La STS, en el caso ACOR, señala a este respecto: “La circunstancia de que los hechos hayan sido objeto de un proceso ante otra jurisdicción no impide a los Órganos del Orden Civil examinarlos bajo el prisma del ordenamiento civil, teniendo que aceptar las conclusiones en aquel proceso en aras del principio de seguridad jurídica”. Esto implica que el Juez de lo civil que conoce la reclamación por daños está vinculado por los hechos considerados probados en la resolución judicial normalmente contencioso-administrativa.

Por otro lado, la resolución administrativa firme dictada por una Autoridad de Derecho de la Competencia, constituirá prueba irrefutable de la conducta ilícita cuando esté incluida en el listado previsto en el Artículo 317 de la LEC (consideración de documento público) y reúna los requisitos previstos en el Artículo 319.1 de la LEC. (2) En virtud del Artículo 317.1.6 de la LEC, se debe aportar la resolución original o copia con certificación fehaciente.

Es importante destacar que en la acción Followon contra un cártel, una vez firme la resolución de la autoridad de la competencia, existe una presunción de que la conducta ha sido dolosa, al considerar que en un cártel la conducta restrictiva es por su objeto. En este caso concreto no es necesario entrar a probar si la conducta es dolosa o negligente.

La conducta contra la Normativa del Derecho a la Competencia viene recogida en el Artículo 101 del TFUE y el Artículo 1 de la LDC. De forma literal: “Cualquier conducta que tenga por objeto, produzca o pueda producir el efecto de impedir, restringir o falsear la competencia”. Es decir, las prácticas concertadas entre más de una empresa fundada en cualquier modalidad de entendimiento o de coordinación que pueda dar lugar a una eliminación o restricción de la competencia entre empresas.

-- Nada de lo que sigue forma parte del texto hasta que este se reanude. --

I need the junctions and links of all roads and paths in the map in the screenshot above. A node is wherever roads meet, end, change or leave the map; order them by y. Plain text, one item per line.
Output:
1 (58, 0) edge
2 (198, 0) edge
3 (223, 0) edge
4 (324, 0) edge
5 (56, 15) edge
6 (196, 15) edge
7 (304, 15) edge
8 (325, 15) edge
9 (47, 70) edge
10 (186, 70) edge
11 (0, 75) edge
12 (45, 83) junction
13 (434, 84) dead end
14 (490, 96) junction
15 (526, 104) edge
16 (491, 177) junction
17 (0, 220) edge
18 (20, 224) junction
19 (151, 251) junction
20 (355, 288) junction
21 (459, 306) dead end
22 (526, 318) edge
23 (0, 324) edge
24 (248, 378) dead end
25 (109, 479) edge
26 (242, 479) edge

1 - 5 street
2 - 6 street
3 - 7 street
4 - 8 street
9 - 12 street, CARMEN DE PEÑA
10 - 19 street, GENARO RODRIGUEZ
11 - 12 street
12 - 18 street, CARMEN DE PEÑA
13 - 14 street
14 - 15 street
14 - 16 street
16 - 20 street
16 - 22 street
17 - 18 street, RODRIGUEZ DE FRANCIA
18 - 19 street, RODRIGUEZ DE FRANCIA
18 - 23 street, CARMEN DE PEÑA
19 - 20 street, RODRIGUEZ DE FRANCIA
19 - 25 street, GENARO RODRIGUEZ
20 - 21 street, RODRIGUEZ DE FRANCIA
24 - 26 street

El asunto ACOR, en sus distintas instancias, es el único caso resuelto con estimación de daños frente a un cártel mediante una acción Followon. Pero también es interesante leer y analizar sentencias dictadas en acciones “follow” cuya conducta antijurídica se basa en posiciones de dominio y acuerdos restrictivos de verticales (gasolineras, nulidad de contrato de abanderamiento por exclusividad excesiva) tales como:

  1. Antena 3 versus liga nacional de futbol profesional. Sentencia del juzgado de Primera Instancia nº5 de Madrid, de 7 de Junio de 2005, de la Audiencia Provincial de Madrid (sección 25) de 18 de diciembre del 2006.
  2. Asunto Telefónica versus 3C Communications. Sentencia del Juzgado de Primera Instancia nº7 de Madrid ,de 30 de Diciembre de 2005, y de la Audiencia Provincial de Madrid (sección 25) de 8 de Mayo de 2007.
  3. Asist/3M Sentencia del Juzgado de Primera Instancia nº50 de Madrid, de 1 de Junio de 2007, y auto de la Audiencia Provincial de Madrid, de 11 de Junio de 2008. Centrica/Endesa, sentencia del Juzgado de lo Mercantil nº2 de Barcelona, de 20 de Enero de 2011.
  4. Centrica energía versus Fenosa.
  5. La SAP Sevilla de 25 de julio de 2012, sobre reclamación de daños en el cártel “desmotadoras de algodón” que fue resuelta negativamente.